Matigge is a village in the Italian province of Perugia in east central Umbria, located at 294 m (965 ft) above sea-level on the lower flank of Mt. Puranno, 42°54N 12°44E. It is a frazione of Trevi, which lies 3 km (2 mi) to the south.

In 2001, it had a population of 1,095.

==History and main sights==
The origin of the town's name is unknown, but may derive from Latin (villa) Matidiae: Matidia Minor. Matidia Minor was a noble Roman woman, a distant cousin and sister-in-law of Emperor Hadrian. This town is also named after Matidia's mother Salonia Matidia and her late maternal grandfather Praetor Gaius Salonius Matidius Patruinus. Matidia was known to have had a villa in Umbria and Matidia was a wealthy and socially conscious woman, responsible for one of the grander building schemes in Ostia.

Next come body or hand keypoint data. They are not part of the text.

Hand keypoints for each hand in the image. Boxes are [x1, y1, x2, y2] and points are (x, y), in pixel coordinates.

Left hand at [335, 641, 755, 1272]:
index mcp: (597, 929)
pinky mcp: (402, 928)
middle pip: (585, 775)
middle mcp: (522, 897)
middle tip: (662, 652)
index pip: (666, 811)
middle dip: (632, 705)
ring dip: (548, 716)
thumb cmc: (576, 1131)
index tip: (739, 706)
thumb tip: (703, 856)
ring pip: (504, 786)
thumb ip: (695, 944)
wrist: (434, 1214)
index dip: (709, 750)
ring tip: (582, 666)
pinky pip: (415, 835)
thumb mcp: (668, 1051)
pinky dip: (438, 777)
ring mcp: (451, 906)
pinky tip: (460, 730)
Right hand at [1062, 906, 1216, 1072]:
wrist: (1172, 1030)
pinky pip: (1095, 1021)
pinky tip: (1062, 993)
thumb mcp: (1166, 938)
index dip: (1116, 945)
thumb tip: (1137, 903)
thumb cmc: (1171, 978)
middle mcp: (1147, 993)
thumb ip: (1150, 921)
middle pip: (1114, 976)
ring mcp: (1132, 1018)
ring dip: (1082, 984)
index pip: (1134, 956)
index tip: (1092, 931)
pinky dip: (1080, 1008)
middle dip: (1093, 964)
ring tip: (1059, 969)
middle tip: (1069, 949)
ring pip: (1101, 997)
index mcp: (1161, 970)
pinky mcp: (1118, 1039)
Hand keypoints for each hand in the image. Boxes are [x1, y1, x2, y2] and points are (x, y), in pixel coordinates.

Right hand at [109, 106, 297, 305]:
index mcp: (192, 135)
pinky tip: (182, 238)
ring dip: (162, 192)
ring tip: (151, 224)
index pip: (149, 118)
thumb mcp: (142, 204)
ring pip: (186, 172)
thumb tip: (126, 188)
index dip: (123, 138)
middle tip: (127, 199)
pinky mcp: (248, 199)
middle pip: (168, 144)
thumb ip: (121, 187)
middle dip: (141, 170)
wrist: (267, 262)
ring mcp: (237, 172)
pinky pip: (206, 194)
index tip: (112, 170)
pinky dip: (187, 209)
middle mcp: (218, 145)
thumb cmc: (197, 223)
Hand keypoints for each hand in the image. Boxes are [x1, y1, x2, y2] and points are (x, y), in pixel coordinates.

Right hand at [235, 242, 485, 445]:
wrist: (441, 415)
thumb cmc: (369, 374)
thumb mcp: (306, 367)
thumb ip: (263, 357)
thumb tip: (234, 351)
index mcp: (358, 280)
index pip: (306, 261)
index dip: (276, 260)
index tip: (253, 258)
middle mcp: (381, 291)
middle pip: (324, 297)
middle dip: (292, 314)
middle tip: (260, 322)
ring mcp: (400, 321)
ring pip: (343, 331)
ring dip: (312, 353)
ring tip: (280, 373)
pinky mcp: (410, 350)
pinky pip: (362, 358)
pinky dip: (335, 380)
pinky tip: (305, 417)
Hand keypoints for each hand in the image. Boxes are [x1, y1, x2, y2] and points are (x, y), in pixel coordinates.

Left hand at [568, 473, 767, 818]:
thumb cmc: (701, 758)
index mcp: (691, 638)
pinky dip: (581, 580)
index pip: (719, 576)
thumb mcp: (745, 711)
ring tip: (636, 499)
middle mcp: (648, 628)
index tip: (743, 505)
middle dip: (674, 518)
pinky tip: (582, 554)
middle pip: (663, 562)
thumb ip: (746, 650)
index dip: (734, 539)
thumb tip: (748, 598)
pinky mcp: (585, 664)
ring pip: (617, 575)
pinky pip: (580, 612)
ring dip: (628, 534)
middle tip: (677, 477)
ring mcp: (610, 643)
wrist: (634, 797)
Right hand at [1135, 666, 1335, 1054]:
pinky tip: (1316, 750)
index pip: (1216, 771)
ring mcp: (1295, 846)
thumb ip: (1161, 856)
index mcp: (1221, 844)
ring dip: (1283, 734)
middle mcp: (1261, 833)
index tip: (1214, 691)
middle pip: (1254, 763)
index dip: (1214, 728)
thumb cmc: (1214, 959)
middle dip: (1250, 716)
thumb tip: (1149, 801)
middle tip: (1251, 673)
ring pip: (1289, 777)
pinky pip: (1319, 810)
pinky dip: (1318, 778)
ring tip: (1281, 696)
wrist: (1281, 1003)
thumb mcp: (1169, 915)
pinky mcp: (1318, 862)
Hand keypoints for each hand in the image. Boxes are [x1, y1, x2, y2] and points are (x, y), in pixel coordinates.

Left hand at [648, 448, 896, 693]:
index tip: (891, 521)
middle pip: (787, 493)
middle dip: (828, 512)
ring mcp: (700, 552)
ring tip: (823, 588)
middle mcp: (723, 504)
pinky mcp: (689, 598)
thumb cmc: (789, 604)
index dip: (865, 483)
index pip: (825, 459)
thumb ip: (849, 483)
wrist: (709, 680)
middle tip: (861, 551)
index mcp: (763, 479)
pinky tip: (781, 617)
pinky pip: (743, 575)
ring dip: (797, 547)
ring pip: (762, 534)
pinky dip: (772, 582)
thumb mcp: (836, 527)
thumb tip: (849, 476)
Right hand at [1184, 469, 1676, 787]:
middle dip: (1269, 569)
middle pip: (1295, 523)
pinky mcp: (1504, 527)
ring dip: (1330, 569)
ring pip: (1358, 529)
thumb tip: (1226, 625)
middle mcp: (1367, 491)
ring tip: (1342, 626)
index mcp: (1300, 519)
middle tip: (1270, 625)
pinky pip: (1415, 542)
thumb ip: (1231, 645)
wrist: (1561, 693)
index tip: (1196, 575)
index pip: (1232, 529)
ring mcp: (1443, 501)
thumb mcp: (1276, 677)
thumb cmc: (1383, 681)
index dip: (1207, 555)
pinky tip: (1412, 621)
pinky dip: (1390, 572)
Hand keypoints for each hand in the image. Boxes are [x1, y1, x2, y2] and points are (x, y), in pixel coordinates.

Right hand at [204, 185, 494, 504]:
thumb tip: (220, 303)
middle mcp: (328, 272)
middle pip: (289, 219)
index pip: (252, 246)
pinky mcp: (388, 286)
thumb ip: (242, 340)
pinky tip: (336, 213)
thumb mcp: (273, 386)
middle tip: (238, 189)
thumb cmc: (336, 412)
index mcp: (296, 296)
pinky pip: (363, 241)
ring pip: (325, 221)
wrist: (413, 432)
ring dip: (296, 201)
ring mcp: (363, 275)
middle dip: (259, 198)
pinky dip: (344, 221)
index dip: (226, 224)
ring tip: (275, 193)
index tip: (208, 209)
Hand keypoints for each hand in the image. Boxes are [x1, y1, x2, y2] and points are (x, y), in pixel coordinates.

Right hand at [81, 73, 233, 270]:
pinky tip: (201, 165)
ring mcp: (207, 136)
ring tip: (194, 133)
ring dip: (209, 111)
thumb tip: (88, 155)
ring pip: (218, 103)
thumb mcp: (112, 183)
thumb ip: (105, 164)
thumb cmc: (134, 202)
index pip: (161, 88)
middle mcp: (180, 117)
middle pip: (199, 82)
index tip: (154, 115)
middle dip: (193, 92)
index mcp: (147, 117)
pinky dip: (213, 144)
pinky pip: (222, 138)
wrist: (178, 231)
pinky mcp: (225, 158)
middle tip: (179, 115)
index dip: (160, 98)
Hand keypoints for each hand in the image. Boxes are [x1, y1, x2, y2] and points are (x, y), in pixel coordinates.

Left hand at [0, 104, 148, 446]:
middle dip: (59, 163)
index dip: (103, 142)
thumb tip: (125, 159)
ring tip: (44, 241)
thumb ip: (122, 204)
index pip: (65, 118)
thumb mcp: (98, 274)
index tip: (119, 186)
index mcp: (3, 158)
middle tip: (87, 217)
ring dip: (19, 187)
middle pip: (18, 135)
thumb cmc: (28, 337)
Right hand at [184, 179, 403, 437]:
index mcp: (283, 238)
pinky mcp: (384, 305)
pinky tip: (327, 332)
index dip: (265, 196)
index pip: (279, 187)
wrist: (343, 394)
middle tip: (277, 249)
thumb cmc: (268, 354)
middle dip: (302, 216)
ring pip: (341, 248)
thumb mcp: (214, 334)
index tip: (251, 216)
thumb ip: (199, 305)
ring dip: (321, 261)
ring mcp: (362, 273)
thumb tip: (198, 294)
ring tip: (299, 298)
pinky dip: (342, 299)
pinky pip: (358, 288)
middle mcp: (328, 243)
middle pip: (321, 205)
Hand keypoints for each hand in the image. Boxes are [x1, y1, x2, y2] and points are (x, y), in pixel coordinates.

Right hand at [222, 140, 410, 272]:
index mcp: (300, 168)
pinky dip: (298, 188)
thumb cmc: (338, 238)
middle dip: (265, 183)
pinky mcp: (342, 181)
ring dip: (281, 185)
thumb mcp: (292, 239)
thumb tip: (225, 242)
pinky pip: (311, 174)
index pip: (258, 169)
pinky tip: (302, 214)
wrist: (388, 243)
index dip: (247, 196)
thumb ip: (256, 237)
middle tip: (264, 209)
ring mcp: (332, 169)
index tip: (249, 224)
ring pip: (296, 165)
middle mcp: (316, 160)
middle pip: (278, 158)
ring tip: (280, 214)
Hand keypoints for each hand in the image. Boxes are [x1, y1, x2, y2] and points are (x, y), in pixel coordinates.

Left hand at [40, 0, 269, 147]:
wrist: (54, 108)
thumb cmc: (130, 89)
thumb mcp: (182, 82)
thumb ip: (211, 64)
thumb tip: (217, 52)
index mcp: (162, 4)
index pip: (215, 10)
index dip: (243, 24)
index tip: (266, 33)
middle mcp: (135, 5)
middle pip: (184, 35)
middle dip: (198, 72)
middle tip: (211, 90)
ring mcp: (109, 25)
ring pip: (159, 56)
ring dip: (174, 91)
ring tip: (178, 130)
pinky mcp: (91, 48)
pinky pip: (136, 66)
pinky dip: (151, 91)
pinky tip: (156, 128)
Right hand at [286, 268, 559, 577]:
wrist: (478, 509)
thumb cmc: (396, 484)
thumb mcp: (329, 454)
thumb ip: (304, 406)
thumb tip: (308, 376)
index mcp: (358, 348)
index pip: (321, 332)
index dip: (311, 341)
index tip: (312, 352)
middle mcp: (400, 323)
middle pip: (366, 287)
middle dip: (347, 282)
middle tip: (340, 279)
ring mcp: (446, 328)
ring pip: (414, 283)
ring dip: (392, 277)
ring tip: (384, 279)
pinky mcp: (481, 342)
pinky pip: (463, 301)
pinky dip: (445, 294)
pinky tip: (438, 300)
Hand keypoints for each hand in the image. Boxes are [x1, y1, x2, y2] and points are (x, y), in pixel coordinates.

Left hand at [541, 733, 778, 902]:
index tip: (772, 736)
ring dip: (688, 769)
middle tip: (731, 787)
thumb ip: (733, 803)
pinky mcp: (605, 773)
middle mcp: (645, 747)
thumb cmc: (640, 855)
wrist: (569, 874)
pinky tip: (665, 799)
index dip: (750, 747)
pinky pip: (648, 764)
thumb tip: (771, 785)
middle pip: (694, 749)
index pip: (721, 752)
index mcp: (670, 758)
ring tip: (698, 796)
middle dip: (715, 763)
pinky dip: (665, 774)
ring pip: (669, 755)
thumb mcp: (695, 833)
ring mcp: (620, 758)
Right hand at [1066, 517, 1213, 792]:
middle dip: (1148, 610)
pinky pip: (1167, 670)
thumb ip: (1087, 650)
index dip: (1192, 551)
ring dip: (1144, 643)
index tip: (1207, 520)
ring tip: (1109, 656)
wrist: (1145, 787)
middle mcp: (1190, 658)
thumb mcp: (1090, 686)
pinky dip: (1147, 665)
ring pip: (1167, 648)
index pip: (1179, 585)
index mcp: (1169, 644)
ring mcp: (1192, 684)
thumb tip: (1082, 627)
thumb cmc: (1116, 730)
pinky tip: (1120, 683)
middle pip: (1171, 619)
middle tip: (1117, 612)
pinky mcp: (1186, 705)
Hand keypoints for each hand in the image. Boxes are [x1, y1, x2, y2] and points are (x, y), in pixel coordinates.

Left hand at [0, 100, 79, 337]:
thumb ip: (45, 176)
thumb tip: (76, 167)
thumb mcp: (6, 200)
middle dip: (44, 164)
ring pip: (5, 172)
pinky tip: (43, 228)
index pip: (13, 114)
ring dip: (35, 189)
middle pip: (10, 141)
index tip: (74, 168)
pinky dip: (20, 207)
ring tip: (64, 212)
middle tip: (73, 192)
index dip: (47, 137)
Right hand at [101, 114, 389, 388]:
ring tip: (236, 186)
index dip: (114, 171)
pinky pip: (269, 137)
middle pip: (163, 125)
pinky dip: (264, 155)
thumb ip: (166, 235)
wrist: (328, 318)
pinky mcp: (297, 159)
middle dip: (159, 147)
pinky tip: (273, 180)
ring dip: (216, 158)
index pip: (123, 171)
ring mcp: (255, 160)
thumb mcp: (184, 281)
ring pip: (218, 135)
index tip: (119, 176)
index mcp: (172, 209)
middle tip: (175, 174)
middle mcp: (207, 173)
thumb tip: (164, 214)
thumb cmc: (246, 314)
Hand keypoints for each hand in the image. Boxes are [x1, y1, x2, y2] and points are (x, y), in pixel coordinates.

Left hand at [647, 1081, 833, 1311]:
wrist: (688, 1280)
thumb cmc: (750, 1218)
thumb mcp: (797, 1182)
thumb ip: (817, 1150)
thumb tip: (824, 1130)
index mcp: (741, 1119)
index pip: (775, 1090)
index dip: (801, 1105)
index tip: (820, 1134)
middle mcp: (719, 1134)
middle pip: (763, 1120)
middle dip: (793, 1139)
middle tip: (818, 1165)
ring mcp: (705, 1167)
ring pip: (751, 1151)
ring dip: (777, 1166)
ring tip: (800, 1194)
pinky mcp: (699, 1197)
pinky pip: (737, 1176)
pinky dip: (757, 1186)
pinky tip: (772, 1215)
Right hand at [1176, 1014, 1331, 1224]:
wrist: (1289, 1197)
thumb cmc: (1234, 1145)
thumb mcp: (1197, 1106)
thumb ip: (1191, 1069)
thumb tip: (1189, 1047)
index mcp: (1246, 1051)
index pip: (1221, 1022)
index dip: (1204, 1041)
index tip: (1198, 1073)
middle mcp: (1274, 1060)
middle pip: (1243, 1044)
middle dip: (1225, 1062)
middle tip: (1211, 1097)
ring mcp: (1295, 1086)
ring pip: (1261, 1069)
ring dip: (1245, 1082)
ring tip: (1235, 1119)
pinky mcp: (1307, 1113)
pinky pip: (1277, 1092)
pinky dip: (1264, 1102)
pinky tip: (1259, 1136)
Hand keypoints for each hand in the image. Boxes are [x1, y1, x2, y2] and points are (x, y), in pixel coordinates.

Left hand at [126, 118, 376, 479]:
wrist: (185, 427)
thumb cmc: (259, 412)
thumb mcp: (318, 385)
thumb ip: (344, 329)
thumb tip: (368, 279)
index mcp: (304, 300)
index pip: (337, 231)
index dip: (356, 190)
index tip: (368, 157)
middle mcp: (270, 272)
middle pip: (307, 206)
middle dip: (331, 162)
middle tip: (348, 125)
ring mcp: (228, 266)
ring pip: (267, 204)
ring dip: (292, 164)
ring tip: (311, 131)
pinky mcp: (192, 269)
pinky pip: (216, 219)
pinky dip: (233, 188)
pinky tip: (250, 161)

Hadrian restored a large chunk of the Umbrian Via Flaminia in AD 123‑124; it is thus an appealing, if unproven, theory, that Hadrian would have had the need for restoring the road personally brought home to him as he travelled it back and forth to his daughter's hypothetical villa.

Matigge does in fact boast of Roman remains: traces of small Roman roads, and significant Roman spolia used in the construction of the attractive Romanesque church of S. Donato. A second small Romanesque church in town is S. Niccolò.